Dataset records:
'''
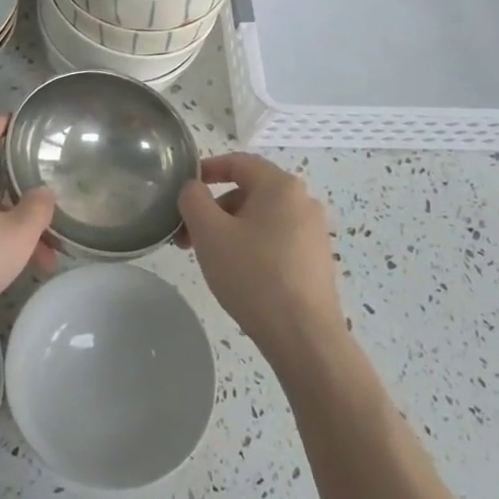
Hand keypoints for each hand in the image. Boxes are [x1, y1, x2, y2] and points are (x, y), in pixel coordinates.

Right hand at [178, 153, 344, 362]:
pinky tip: (237, 274)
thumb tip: (194, 188)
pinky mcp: (315, 260)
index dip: (207, 169)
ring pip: (260, 218)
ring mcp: (313, 233)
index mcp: (281, 186)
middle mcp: (303, 202)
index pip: (238, 162)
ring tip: (208, 259)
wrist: (303, 337)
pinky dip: (250, 246)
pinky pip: (275, 239)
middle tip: (187, 237)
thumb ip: (193, 199)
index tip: (183, 189)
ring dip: (228, 230)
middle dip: (213, 209)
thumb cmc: (253, 275)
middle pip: (248, 192)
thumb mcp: (210, 233)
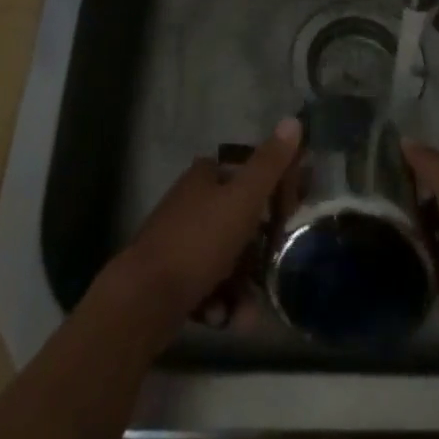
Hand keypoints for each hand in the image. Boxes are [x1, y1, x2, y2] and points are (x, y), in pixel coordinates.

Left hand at [105, 118, 301, 329]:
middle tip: (279, 268)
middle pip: (240, 219)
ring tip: (249, 311)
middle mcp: (192, 202)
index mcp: (206, 176)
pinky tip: (224, 318)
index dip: (275, 191)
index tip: (295, 215)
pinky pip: (209, 285)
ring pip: (227, 258)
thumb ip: (269, 164)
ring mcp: (180, 241)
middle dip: (261, 250)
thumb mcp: (242, 199)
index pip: (249, 173)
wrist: (143, 301)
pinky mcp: (172, 278)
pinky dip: (221, 301)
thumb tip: (293, 120)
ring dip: (243, 285)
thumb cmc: (197, 242)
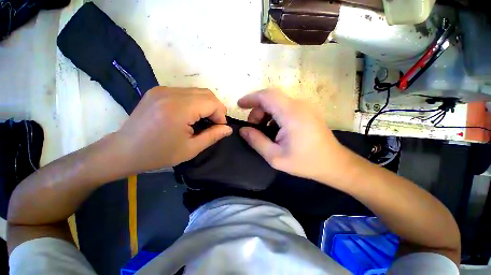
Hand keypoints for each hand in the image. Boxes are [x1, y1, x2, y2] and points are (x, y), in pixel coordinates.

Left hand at [114, 87, 231, 172]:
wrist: (124, 151)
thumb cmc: (158, 154)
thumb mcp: (191, 149)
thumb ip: (213, 136)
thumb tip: (228, 129)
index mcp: (179, 109)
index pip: (212, 102)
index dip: (221, 115)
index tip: (220, 128)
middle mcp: (171, 93)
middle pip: (206, 93)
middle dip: (216, 108)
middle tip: (214, 123)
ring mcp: (163, 90)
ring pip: (197, 91)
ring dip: (206, 104)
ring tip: (203, 120)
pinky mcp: (158, 91)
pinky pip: (185, 92)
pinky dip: (195, 101)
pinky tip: (190, 114)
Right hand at [238, 89, 347, 182]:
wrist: (334, 164)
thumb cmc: (305, 162)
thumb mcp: (275, 157)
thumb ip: (257, 141)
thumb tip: (243, 130)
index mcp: (291, 114)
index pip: (266, 96)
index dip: (250, 98)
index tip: (239, 105)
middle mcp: (299, 105)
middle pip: (271, 98)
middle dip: (257, 110)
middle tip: (253, 127)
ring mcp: (304, 107)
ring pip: (277, 102)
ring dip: (265, 113)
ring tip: (262, 130)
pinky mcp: (306, 111)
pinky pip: (285, 107)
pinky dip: (274, 115)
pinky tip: (274, 129)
'''
### [Task description]
Print every record exactly without the images.

### [Output below]
Hand keypoints for each hand in the image. Boxes are [x1, y1, x2, y2] and points are (x, y), in pixel coordinates.

Right hand at [178, 153, 344, 362]:
pinky tip: (237, 274)
thumb tip: (194, 188)
pinky mcp: (315, 260)
index dip: (207, 169)
ring pip: (260, 218)
ring mcp: (313, 233)
index mcp: (281, 186)
middle mcp: (303, 202)
index pip: (238, 162)
ring tip: (208, 259)
wrist: (303, 337)
pinky dip: (250, 246)
pinky pip: (275, 239)
middle tip: (187, 237)
thumb ip: (193, 199)
index tip: (183, 189)
ring dip: (228, 230)
middle dip: (213, 209)
thumb cmc: (253, 275)
middle pip: (248, 192)
thumb mcp: (210, 233)
Hand keypoints for each hand in the image. Boxes are [x1, y1, x2, y2] and points are (x, y), in pixel coordinates.

Left hand at [105, 118, 301, 329]:
middle tip: (279, 268)
middle pip: (240, 219)
ring tip: (249, 311)
middle mcp: (192, 202)
index mcp: (206, 176)
pinky tip: (224, 318)
index dip: (275, 191)
index tip: (295, 215)
pinky pip: (209, 285)
ring pip: (227, 258)
thumb ip: (269, 164)
ring mcp: (180, 241)
middle dip: (261, 250)
thumb mcp: (242, 199)
index pip: (249, 173)
wrist: (143, 301)
pinky mcp: (172, 278)
pinky dip: (221, 301)
thumb tip: (293, 120)
ring dip: (243, 285)
thumb cmc: (197, 242)
Hand keypoints for each hand in the image. Boxes are [x1, y1, x2, y2] and points are (x, y), in pixel coordinates.

Left hand at [114, 87, 231, 172]:
wrist: (124, 151)
thumb cmc: (158, 154)
thumb mcp: (191, 149)
thumb ip: (213, 136)
thumb tip: (228, 129)
index mcp: (179, 109)
index pip: (212, 102)
index dip: (221, 115)
index tip: (220, 128)
middle mcp: (171, 93)
middle pip: (206, 93)
middle dip: (216, 108)
middle tip: (214, 123)
ring mcp: (163, 90)
ring pip: (197, 91)
ring dip: (206, 104)
ring tip: (203, 120)
pinky mcp: (158, 91)
pinky pip: (185, 92)
pinky dip: (195, 101)
pinky tip: (190, 114)
Right hand at [238, 89, 347, 182]:
wrist: (334, 164)
thumb cmc: (305, 162)
thumb mcp: (275, 157)
thumb ip: (257, 141)
thumb tip: (243, 130)
index mcp: (291, 114)
index pip: (266, 96)
index dip: (250, 98)
index tip: (239, 105)
middle mcp: (299, 105)
middle pip: (271, 98)
middle dip: (257, 110)
middle tip: (253, 127)
ring mcp: (304, 107)
ring pip: (277, 102)
ring dip: (265, 113)
ring tip: (262, 130)
pinky mcp: (306, 111)
pinky pip: (285, 107)
pinky dip: (274, 115)
pinky tip: (274, 129)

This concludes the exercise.